A roundup of food policy topics
What’s Hot: Inflation Causes Rent and Food Prices to Skyrocket, Reaching the Highest They’ve Been in 40 Years
This month, rent in New York City reached an average of $5,000 a month. At the same time, food prices have soared across the country, rising about 10.4 percent since last June. A number of factors, including war in the Ukraine and the pandemic, have contributed to the high price of food.
Experts predict that prices won’t decrease any time soon, and that the government may not offer any kind of relief. In May, President Biden presented a plan to curb food costs by encouraging more planting and harvesting of food, and expanded the budget for domestic fertilizer production to alleviate supply chain blocks.
In response to soaring prices, people have changed their consumption behaviors. Restaurant workers have also felt the impact of high food prices, with fewer and fewer potential customers wanting to spend money on dining out. Food pantries across the city have seen a surge in clients this summer, even having to impose restrictions that limit service to people within the same area code or of a certain age.
As of this month, one and a half million New Yorkers are food insecure. To find a food pantry near you, visit the Hunter College NYC Food Policy Center’s resource guides.
Food Policy Watchdog: New Bill “Food Donation Improvement Act” Could Help Retail Stores Donate Surplus Food More Easily
A bill called the Food Donation Improvement Act was discussed this month at the U.S Capital. The bipartisan bill was introduced in December 2021 in order to make it easier for organizations and businesses to donate surplus food, and, therefore, help mitigate food waste and feed communities in need.This act would include liability protection for those who are not registered as nonprofits, as food donations at this moment cause a great risk of lawsuits related to spoiled food, allergens, etc to organizations not listed as nonprofits. According to one source, the bill would, “encourage food donation efforts by extending liability protections to food donors when food is either given directly to a person in need or when a recipient pays a deeply reduced cost.” The expansion of these protections would allow institutions, organizations, and companies to increase the efficiency of their food donation programs.

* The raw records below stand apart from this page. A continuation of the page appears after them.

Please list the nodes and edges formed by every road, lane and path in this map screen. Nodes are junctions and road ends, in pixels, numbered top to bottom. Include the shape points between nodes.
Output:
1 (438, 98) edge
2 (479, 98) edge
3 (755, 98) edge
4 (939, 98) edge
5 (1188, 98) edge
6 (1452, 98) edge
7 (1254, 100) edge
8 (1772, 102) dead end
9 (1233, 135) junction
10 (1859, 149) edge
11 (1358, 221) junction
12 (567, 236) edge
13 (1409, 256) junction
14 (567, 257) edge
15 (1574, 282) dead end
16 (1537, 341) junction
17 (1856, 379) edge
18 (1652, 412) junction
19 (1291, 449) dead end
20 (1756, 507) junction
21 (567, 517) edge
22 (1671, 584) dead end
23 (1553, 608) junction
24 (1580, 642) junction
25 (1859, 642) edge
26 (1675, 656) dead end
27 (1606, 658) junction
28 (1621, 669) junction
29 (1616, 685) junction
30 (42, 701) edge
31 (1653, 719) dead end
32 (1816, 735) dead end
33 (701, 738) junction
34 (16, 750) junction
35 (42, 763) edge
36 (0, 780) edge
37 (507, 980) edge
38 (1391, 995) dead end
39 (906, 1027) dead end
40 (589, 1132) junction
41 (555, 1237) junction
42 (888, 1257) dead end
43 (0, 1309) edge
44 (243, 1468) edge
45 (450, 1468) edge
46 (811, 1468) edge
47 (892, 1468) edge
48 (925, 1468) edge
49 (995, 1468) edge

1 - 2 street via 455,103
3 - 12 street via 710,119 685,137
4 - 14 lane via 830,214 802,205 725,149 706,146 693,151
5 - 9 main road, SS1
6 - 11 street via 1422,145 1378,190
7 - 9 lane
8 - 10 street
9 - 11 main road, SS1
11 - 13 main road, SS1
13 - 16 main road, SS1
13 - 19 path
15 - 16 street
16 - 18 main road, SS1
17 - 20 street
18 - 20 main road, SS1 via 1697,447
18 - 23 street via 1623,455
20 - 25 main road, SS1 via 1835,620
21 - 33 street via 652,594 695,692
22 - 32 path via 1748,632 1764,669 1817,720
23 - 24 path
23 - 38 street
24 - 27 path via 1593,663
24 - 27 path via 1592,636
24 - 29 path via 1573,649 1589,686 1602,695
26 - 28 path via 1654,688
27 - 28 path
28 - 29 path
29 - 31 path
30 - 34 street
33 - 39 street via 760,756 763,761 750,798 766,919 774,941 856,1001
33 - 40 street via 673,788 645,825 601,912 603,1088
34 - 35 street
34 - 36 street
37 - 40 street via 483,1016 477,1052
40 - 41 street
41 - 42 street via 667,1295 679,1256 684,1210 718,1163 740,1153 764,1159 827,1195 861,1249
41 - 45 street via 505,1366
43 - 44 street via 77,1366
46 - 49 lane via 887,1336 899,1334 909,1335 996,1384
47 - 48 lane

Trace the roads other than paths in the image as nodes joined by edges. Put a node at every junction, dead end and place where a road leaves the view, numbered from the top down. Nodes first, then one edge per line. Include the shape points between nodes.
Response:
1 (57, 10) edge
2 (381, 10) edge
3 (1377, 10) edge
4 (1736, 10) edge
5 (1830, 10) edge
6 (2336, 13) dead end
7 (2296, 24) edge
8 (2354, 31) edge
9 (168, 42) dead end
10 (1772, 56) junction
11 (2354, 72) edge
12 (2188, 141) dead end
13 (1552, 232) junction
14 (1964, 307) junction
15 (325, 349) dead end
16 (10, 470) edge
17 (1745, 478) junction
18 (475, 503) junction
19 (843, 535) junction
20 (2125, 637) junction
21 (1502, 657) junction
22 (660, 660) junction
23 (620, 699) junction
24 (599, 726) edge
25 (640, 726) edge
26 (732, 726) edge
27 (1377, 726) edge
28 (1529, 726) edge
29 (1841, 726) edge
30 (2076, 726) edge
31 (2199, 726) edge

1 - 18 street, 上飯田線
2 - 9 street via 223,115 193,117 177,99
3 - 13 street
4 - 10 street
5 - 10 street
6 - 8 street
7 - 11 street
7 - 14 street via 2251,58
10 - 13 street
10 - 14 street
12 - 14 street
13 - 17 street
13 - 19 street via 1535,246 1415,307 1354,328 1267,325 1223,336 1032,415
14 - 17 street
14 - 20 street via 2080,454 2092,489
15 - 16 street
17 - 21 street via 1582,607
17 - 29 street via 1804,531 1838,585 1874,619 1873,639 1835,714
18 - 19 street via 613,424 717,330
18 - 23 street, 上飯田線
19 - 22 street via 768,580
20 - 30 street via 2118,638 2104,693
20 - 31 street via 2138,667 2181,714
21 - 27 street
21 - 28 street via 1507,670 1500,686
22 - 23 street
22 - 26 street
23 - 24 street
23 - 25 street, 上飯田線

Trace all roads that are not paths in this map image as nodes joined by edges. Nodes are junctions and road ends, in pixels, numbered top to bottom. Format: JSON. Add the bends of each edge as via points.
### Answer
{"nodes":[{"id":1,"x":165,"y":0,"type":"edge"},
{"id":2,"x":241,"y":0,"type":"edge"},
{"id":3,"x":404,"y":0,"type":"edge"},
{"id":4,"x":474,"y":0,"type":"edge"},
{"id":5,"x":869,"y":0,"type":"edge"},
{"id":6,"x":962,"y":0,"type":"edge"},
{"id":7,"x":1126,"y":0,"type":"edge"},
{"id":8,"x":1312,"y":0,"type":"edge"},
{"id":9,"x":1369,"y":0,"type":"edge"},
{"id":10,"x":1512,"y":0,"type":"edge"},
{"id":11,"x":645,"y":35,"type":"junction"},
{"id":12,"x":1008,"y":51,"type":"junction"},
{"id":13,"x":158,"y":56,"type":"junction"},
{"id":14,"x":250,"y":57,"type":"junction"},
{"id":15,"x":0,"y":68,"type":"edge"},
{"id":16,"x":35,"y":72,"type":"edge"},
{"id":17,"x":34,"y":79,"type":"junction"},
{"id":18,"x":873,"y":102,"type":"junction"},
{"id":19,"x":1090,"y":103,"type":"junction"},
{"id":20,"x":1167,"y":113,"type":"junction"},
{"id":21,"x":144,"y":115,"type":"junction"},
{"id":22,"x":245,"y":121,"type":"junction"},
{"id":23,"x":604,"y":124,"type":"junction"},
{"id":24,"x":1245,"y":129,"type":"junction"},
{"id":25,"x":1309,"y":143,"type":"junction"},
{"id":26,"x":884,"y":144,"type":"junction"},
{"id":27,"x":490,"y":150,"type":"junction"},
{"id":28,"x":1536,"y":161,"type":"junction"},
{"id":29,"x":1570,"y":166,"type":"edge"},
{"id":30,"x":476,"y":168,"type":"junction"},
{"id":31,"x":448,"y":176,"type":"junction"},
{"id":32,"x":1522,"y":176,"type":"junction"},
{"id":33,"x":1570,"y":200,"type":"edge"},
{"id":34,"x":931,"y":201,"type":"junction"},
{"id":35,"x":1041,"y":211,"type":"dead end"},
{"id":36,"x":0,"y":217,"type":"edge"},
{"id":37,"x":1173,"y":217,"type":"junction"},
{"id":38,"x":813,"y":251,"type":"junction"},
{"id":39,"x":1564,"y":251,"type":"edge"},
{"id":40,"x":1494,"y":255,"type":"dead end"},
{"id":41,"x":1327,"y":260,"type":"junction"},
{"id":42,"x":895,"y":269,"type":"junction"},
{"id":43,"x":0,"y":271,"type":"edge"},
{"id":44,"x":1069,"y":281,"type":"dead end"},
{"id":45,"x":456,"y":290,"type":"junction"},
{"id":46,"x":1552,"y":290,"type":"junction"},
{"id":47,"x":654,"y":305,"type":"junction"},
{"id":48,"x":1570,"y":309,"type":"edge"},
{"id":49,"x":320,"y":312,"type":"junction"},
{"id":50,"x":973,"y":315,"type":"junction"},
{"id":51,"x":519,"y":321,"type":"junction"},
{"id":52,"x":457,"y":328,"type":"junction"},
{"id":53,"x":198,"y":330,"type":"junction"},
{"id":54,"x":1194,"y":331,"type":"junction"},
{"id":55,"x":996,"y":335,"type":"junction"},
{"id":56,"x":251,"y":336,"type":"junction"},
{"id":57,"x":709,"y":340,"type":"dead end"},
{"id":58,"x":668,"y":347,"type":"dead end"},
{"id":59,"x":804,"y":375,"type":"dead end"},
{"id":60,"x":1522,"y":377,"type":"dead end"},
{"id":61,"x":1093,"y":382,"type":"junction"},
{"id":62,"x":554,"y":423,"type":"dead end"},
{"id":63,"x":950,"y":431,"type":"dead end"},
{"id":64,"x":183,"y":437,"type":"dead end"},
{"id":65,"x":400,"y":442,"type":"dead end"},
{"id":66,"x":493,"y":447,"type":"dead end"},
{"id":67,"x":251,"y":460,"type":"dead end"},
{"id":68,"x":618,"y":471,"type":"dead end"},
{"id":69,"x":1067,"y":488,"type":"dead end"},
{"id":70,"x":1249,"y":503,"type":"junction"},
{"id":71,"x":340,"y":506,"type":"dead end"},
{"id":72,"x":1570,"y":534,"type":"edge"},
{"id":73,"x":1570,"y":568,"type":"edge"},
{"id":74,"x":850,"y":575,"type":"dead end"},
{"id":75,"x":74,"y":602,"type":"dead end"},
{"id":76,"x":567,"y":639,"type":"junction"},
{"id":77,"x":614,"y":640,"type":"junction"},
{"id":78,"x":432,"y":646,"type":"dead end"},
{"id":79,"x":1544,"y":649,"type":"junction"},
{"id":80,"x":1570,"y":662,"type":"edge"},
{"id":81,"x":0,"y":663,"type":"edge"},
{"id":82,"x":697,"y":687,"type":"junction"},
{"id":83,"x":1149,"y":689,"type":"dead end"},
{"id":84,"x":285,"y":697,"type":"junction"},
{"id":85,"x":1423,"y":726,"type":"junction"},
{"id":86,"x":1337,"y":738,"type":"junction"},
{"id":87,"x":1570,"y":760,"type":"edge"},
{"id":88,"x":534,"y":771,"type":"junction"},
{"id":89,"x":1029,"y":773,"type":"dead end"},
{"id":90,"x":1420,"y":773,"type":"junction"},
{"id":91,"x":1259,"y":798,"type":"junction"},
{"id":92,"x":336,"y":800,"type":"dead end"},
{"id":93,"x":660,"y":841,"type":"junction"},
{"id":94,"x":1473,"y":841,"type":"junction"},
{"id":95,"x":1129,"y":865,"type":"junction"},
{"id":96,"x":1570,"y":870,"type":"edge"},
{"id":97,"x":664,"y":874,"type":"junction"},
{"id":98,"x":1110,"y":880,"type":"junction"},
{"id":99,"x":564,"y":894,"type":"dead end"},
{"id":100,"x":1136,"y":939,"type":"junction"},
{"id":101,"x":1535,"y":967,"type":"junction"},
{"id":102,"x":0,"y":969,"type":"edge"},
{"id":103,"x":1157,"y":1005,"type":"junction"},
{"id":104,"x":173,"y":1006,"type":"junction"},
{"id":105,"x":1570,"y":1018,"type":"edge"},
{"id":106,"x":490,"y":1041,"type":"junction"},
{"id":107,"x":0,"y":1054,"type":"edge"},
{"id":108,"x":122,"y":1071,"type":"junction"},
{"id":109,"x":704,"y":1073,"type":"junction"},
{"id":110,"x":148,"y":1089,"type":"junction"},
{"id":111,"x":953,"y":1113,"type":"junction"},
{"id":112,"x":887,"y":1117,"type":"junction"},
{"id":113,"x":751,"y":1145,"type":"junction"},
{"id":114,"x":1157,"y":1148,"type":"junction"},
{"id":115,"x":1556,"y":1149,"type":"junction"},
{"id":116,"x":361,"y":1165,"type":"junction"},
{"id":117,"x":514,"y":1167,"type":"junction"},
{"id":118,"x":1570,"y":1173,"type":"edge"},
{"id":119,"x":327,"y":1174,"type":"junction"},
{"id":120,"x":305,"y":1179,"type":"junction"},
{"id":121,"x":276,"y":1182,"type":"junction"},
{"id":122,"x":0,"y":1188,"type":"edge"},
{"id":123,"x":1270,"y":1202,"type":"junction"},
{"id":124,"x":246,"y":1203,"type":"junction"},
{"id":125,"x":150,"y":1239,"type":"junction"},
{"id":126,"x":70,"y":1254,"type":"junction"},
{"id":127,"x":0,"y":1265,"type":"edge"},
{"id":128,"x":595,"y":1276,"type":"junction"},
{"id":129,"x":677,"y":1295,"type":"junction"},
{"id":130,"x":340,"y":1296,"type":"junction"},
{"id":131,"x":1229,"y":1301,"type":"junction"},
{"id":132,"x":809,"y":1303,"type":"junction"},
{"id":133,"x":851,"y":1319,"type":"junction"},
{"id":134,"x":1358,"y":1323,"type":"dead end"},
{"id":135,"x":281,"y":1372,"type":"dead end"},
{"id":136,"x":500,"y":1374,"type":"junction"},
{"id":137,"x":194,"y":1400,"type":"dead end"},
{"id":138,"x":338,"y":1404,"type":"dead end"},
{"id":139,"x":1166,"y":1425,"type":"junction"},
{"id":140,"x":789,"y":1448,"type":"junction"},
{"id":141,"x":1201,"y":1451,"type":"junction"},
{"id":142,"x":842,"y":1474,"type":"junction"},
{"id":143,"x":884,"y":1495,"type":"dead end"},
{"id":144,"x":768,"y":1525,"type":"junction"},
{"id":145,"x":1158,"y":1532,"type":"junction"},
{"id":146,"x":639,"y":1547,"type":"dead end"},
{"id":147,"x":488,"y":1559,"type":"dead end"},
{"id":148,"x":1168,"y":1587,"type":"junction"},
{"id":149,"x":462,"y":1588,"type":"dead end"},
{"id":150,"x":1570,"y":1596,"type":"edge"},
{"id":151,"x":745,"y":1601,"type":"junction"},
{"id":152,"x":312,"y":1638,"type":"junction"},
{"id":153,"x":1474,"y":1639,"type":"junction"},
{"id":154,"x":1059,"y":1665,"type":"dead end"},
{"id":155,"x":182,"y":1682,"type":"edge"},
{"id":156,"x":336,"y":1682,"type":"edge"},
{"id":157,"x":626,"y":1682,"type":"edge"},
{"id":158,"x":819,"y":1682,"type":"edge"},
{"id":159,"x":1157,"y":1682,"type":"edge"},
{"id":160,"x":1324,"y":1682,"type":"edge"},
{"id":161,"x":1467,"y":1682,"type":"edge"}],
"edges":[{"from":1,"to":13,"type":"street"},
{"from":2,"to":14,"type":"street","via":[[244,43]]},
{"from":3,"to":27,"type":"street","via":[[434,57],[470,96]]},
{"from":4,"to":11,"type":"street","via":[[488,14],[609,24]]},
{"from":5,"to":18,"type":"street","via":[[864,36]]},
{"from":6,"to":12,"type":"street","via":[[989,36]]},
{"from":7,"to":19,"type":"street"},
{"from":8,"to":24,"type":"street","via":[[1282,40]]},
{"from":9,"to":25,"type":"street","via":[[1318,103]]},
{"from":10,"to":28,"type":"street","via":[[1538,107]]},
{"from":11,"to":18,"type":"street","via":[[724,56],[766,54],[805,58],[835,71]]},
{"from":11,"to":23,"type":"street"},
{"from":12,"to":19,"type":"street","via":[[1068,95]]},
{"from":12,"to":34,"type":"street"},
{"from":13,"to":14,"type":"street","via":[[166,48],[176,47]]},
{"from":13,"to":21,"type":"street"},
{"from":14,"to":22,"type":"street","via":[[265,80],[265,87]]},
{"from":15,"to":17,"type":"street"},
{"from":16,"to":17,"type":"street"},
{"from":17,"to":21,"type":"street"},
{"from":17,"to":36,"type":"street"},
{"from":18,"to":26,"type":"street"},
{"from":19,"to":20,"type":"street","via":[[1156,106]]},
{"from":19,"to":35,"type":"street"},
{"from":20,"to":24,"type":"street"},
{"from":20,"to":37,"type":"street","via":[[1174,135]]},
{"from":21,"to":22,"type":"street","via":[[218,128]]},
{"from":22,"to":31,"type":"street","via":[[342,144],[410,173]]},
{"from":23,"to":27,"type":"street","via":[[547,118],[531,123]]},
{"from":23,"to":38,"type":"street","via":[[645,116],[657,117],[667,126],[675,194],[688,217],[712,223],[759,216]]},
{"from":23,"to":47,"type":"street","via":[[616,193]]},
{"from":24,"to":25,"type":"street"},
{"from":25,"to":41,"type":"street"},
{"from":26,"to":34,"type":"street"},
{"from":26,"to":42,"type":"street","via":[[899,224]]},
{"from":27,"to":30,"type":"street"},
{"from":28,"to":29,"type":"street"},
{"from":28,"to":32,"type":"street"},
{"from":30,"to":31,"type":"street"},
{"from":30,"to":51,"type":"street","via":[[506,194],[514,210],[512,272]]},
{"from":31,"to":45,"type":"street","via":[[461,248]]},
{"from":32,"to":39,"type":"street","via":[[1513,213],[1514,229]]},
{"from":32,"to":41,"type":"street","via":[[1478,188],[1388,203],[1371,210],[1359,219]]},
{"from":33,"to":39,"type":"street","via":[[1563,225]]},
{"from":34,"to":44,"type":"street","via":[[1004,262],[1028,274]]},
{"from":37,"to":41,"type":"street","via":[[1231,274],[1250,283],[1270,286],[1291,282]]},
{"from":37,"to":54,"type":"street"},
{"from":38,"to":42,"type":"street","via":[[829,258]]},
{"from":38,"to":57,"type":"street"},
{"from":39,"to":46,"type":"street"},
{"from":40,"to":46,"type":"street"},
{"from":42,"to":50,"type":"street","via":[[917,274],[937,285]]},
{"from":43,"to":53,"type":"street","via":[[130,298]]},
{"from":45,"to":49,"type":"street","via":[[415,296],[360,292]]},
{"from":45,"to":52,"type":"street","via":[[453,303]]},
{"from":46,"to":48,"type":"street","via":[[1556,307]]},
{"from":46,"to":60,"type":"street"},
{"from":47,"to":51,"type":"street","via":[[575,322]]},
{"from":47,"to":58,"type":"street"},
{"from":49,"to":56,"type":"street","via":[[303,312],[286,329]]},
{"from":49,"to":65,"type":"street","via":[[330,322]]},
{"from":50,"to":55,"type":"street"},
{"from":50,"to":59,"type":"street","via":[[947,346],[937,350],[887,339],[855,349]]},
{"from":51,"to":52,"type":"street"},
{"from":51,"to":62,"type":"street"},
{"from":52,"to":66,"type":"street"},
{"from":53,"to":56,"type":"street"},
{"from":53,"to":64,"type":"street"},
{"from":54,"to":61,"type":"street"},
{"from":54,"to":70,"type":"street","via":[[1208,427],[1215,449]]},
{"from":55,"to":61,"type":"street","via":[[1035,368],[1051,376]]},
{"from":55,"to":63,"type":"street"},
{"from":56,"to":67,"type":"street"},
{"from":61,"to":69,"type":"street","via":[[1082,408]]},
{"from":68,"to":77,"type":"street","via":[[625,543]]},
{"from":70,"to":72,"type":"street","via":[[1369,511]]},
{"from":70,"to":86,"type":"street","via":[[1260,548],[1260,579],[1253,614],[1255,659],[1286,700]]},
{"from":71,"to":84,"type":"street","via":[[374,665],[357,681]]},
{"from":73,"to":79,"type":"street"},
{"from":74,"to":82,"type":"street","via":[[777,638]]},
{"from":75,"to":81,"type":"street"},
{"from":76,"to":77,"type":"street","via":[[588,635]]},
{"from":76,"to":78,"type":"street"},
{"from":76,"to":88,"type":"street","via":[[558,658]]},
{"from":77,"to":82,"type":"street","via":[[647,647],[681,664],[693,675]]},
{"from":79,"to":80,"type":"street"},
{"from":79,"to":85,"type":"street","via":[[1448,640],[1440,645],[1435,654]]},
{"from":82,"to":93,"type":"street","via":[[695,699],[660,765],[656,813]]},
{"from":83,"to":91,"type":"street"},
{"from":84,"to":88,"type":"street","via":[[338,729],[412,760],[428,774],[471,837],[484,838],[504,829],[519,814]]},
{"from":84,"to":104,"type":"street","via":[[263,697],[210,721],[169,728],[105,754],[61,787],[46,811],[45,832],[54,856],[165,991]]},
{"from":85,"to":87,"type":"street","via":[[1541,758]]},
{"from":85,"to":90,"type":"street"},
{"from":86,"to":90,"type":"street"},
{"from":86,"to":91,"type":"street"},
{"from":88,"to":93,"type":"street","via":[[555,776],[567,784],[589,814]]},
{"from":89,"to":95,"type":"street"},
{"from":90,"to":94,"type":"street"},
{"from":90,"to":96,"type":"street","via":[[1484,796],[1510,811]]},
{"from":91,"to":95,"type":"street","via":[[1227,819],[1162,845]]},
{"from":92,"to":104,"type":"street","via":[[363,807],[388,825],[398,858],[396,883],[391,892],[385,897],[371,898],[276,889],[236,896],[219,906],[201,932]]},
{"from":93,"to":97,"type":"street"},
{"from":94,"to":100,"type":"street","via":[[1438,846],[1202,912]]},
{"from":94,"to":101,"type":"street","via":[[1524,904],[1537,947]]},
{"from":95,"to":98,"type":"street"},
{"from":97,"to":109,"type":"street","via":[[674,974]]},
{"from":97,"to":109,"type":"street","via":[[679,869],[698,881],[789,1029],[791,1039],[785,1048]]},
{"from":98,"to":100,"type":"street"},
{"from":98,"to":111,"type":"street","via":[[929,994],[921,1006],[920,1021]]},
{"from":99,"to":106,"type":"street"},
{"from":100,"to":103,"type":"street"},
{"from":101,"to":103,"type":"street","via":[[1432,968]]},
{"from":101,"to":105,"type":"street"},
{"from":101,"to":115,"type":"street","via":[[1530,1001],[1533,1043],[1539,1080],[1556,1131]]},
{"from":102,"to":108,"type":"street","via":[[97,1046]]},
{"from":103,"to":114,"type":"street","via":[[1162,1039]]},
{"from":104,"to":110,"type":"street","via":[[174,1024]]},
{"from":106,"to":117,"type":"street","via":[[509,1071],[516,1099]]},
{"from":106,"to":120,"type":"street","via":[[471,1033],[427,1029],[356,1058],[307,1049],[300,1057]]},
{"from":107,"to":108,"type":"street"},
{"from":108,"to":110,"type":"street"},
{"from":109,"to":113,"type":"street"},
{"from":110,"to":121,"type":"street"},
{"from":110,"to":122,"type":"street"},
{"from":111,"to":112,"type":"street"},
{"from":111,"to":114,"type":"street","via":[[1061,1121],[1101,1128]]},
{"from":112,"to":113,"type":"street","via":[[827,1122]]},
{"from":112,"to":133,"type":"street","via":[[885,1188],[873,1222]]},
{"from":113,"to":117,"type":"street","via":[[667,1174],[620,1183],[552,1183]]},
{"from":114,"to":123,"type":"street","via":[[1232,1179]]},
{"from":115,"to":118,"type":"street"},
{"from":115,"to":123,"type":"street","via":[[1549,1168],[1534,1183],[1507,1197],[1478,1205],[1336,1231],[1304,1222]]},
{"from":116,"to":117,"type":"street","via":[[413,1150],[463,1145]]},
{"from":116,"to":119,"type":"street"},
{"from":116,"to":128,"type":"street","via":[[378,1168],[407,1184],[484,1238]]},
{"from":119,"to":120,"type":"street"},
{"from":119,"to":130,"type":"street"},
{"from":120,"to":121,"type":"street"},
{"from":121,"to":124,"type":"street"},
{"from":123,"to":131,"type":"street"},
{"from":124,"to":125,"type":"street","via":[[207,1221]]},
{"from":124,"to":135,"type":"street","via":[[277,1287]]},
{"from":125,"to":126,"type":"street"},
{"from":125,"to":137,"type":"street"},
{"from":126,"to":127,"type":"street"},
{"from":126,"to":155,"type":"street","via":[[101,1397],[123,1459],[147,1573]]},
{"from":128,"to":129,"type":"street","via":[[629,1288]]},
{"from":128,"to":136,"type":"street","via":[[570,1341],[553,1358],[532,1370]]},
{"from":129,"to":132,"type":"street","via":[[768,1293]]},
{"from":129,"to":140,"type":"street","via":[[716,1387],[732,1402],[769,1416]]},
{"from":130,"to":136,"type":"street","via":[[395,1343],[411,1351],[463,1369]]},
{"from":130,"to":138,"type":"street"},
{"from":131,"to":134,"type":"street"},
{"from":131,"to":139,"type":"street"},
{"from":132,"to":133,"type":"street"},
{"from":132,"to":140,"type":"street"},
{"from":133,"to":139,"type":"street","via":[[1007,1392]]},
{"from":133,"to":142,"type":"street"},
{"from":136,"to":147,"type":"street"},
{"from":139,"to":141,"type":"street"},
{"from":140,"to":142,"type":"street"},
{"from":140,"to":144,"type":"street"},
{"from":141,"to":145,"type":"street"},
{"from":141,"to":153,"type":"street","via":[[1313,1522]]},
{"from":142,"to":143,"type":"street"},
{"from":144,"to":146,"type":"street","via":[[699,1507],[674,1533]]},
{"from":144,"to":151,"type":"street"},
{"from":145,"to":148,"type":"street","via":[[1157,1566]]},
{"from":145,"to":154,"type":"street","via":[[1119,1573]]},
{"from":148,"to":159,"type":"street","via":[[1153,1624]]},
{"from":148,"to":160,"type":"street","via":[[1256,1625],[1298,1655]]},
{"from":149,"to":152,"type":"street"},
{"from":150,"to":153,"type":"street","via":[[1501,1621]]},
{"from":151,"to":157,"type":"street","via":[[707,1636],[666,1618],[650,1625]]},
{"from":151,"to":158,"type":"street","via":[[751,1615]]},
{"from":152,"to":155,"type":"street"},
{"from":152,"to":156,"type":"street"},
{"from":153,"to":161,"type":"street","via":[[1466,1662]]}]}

Although the bill is yet to be voted on,Representative Jim Govern said during his remarks “Whether we attach it to a bill like the Child Nutrition Reauthorization (CNR) Act or whether we have to bring this separately, I just want to get it over the finish line before the end of the year. We have to focus on what we can get done in the next couple of months.”
Quote of the Month: “It was easy to believe, having worked in fine dining, that we would never be ready. That we would never be good enough to open something here. The dining public is interested in seeing cuisines and perspectives of folks that have largely been swept under the rug. It’s important to note that queer folks have always been a meaningful part of this industry” – Chef Telly Justice of HAGS.
HAGS is New York City’s newest queer fine dining restaurant. Located in the East Village, Telly Justice and Camille Lindsley, both chefs who have experience in cooking at well known restaurants and the rigid world of fine dining, have put together a space that “offers a simple five-course prix fixe menu to reduce pedantry and eliminate food waste”. Their menu is bold, to the point, and delicious. It comes in response to traditional stuffy fine dining institutions and aims to inspire inclusivity. From styling to innovative American dishes, HAGS introduces a new era of fine dining.
Fact Check: New Yorkers are the top consumers of hot dogs across the country.
According to the National Hot Dog and Sausage Council, New Yorkers consume the most hot dogs of any place in the country. Some credit this to the simplicity of the New York hot dog. While other states dress theirs with everything from cream cheese to potato chips and even chili cheese, New Yorkers remain true to the basics. Just ketchup, mustard, and relish go a long way and have earned us the title of hot dog connoisseurs.